11/12/2018 17h09 - Atualizado em 11/12/2018 17h50

Sem consenso, projeto sobre Escola sem Partido será arquivado

Presidente da comissão informou que caberá à próxima legislatura retomar o debate sobre o assunto

A comissão especial que analisa a proposta conhecida como Escola sem Partido (PL 7180/14 e outros) encerrou seus trabalhos sem votar o relatório do deputado Flavinho, do PSC de São Paulo. A matéria será arquivada no fim desta legislatura. Caberá aos deputados que tomarem posse em 1º de fevereiro retomar o assunto e discuti-lo em um novo colegiado, com novos presidente e relator.

Na reunião desta terça-feira (11), o presidente da comissão, deputado Marcos Rogério, do Democratas de Rondônia, anunciou que não vai mais convocar reuniões, em razão da constante falta de quórum e da agenda apertada de fim de ano. Ele também disse que os novos deputados querem participar do debate.

Para o presidente, o fato de a comissão não ter votado o projeto não significa derrota.

"O tema foi para o debate. O tema está nas escolas, o tema está nas igrejas, o tema nas ruas. Aliás, o tema esteve no debate presidencial."
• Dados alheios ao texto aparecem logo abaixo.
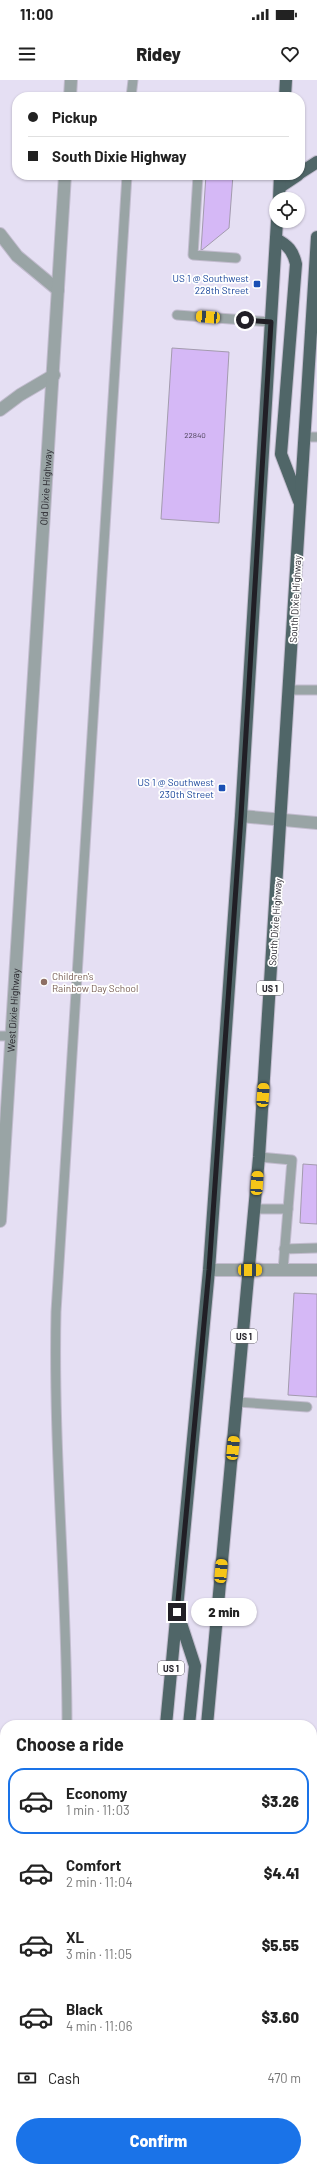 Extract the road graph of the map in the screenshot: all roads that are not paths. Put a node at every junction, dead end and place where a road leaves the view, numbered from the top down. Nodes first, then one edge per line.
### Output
1 (71, 80) edge
2 (132, 80) edge
3 (286, 80) edge
4 (70, 92) edge
5 (132, 92) edge
6 (285, 92) edge
7 (317, 162) edge
8 (305, 170) edge
9 (65, 180) edge
10 (126, 180) edge
11 (198, 180) edge
12 (280, 181) edge
13 (279, 192) edge
14 (277, 228) edge
15 (0, 234) edge
16 (317, 237) edge
17 (276, 239) junction
18 (236, 258) dead end
19 (58, 290) junction
20 (177, 315) dead end
21 (271, 322) junction
22 (54, 375) junction
23 (0, 410) edge
24 (311, 437) edge
25 (301, 506) junction
26 (289, 690) junction
27 (317, 690) edge
28 (26, 800) joint
29 (241, 816) junction
30 (281, 820) junction
31 (317, 823) edge
32 (6, 1036) edge
33 (5, 1076) edge
34 (259, 1157) junction
35 (255, 1209) junction
36 (288, 1209) junction
37 (0, 1221) edge
38 (317, 1248) edge
39 (284, 1249) junction
40 (209, 1270) junction
41 (250, 1270) junction
42 (283, 1270) junction
43 (317, 1270) edge
44 (237, 1402) junction
45 (307, 1407) dead end
46 (177, 1612) junction
47 (67, 1720) edge
48 (166, 1720) edge
49 (190, 1720) edge
50 (207, 1720) edge

1 - 4 street
2 - 5 lane
3 - 6 highway
7 - 8 highway
9 - 19 street, Old Dixie Highway
10 - 47 lane
11 - 18 lane
12 - 13 highway
14 - 17 highway, US 1
15 - 19 street
16 - 24 highway, South Dixie Highway / US 1
17 - 21 highway, US 1
17 - 25 highway
19 - 22 street, Old Dixie Highway
20 - 21 lane
21 - 29 highway, US 1
22 - 23 street
22 - 28 street, Old Dixie Highway
24 - 25 highway, South Dixie Highway / US 1
25 - 26 highway, South Dixie Highway / US 1
26 - 27 lane
26 - 30 highway, South Dixie Highway / US 1
28 - 32 street, West Dixie Highway
29 - 30 street
29 - 40 highway, US 1
30 - 31 street
30 - 34 highway, South Dixie Highway / US 1
32 - 33 street, West Dixie Highway
33 - 37 street, West Dixie Highway
34 - 35 highway, South Dixie Highway / US 1
34 - 36 lane
35 - 36 lane
35 - 41 highway, South Dixie Highway / US 1
36 - 39 lane
38 - 39 lane
39 - 42 lane
40 - 41 street
40 - 46 highway, US 1
41 - 42 street
41 - 44 highway, South Dixie Highway / US 1
42 - 43 street
44 - 45 lane
44 - 50 highway, South Dixie Highway / US 1
46 - 48 highway, US 1
46 - 49 highway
O relator, Flavinho, considerou que houve vitória.

"O fato de a gente ter conseguido trazer luz para esse problema dentro das escolas brasileiras já fez com que pais, alunos e professores que eram perseguidos nas escolas tivessem consciência dos seus direitos."

Do lado da oposição, a deputada Erika Kokay, do PT do Distrito Federal, também avaliou como vitoriosa a atuação dos contrários ao projeto do Escola sem Partido.

"Uma educação que não pode ser engessada. Estudante não é coisa para apenas engolir conteúdo. Ele é uma pessoa e tem que ter na escola a liberdade de expressar essa humanidade."

O parecer do deputado Flavinho foi apresentado no último dia 22 de novembro. O texto lista seis deveres para os professores das instituições de ensino brasileiras, como a proibição de promover suas opiniões, concepções, preferências ideológicas, religiosas, morais, políticas e partidárias. Além disso, há a proibição, no ensino no Brasil, da "ideologia de gênero", do termo "gênero" ou "orientação sexual".

Discussões entre parlamentares contra e a favor do texto e a obstrução da oposição adiaram a análise do texto desde então. Nesta terça, a reunião novamente foi marcada pela divergência entre parlamentares e também pela presença de manifestantes com cartazes contrários ou favoráveis à proposta. Um dos momentos mais tensos da reunião foi marcado por um bate-boca entre Flavinho e Erika Kokay.